Gille Christoph, Goede Andrean, Schlöetelburg Cord, Preissner Robert, Kloetzel Peter Michael, Göbel Ulf B, Frömmel Cornelius
Institute of Biochemistry, Medical Faculty Charité, Humboldt-University, D-10117, Berlin, Germany.
J Mol Biol. 2003 Mar 7;326(5):1437-48. doi: 10.1016/s0022-2836(02)01470-5.

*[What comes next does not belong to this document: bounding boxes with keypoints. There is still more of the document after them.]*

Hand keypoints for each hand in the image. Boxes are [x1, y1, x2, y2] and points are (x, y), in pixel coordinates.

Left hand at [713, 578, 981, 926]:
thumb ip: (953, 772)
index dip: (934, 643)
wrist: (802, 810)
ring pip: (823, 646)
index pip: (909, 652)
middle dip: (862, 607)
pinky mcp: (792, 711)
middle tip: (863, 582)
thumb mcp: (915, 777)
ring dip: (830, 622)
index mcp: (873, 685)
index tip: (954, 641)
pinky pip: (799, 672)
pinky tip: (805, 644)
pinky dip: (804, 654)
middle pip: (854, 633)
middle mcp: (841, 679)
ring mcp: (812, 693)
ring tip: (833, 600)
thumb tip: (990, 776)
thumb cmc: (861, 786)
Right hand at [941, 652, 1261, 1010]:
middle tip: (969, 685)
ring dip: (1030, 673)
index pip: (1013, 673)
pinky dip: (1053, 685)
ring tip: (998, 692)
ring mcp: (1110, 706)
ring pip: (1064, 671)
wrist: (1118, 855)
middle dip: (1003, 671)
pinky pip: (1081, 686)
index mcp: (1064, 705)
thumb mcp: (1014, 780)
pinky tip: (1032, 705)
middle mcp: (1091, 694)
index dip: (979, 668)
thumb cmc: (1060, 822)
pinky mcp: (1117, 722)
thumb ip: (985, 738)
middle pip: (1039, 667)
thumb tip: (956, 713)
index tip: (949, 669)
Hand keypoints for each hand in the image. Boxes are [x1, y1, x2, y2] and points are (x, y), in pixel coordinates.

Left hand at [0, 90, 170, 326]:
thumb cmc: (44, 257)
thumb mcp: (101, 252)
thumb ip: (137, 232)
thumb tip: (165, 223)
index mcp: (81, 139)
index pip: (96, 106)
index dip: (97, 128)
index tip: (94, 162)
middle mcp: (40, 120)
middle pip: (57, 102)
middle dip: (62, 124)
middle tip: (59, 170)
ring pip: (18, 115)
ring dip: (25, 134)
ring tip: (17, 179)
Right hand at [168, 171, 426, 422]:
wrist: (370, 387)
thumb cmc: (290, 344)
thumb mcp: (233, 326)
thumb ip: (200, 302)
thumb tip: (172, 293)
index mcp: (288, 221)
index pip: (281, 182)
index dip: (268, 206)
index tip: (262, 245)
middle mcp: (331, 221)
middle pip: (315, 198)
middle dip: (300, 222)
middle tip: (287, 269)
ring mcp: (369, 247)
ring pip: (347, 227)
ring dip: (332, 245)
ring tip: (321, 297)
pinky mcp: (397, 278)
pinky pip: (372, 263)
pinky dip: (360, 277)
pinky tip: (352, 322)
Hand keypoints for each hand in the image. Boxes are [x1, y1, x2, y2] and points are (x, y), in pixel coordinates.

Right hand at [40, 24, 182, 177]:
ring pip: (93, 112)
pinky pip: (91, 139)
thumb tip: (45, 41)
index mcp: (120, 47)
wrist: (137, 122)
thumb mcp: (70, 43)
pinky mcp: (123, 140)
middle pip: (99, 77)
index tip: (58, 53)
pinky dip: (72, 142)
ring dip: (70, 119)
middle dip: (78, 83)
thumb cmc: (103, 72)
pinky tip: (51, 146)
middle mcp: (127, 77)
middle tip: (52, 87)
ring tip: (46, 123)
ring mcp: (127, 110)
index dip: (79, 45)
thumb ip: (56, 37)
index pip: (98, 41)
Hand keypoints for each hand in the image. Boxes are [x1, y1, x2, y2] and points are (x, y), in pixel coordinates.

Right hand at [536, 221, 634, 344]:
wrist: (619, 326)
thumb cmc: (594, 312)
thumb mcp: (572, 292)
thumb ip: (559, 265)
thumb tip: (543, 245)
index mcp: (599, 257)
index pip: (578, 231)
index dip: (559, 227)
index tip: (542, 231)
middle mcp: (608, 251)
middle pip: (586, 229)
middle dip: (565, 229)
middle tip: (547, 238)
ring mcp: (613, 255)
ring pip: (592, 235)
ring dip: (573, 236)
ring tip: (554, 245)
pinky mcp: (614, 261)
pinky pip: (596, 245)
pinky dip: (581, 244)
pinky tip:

Proteasomes are large multimeric self-compartmentizing proteases, which play a crucial role in the clearance of misfolded proteins, breakdown of regulatory proteins, processing of proteins by specific partial proteolysis, cell cycle control as well as preparation of peptides for immune presentation. Two main types can be distinguished by their different tertiary structure: the 20S proteasome and the proteasome-like heat shock protein encoded by heat shock locus V, hslV. Usually, each biological kingdom is characterized by its specific type of proteasome. The 20S proteasomes occur in eukarya and archaea whereas hslV protease is prevalent in bacteria. To verify this rule we applied a genome-wide sequence search to identify proteasomal sequences in data of finished and yet unfinished genome projects. We found several exceptions to this paradigm: (1) Protista: in addition to the 20S proteasome, Leishmania, Trypanosoma and Plasmodium contained hslV, which may have been acquired from an alpha-proteobacterial progenitor of mitochondria. (2) Bacteria: for Magnetospirillum magnetotacticum and Enterococcus faecium we found that each contained two distinct hslVs due to gene duplication or horizontal transfer. Including unassembled data into the analyses we confirmed that a number of bacterial genomes do not contain any proteasomal sequence due to gene loss. (3) High G+C Gram-positives: we confirmed that high G+C Gram-positives possess 20S proteasomes rather than hslV proteases. The core of the 20S proteasome consists of two distinct main types of homologous monomers, alpha and beta, which differentiated into seven subtypes by further gene duplications. By looking at the genome of the intracellular pathogen Encephalitozoon cuniculi we were able to show that differentiation of beta-type subunits into different subtypes occurred earlier than that of alpha-subunits. Additionally, our search strategy had an important methodological consequence: a comprehensive sequence search for a particular protein should also include the raw sequence data when possible because proteins might be missed in the completed assembled genome. The structure-based multiple proteasomal alignment of 433 sequences from 143 organisms can be downloaded from the URL dagger and will be updated regularly.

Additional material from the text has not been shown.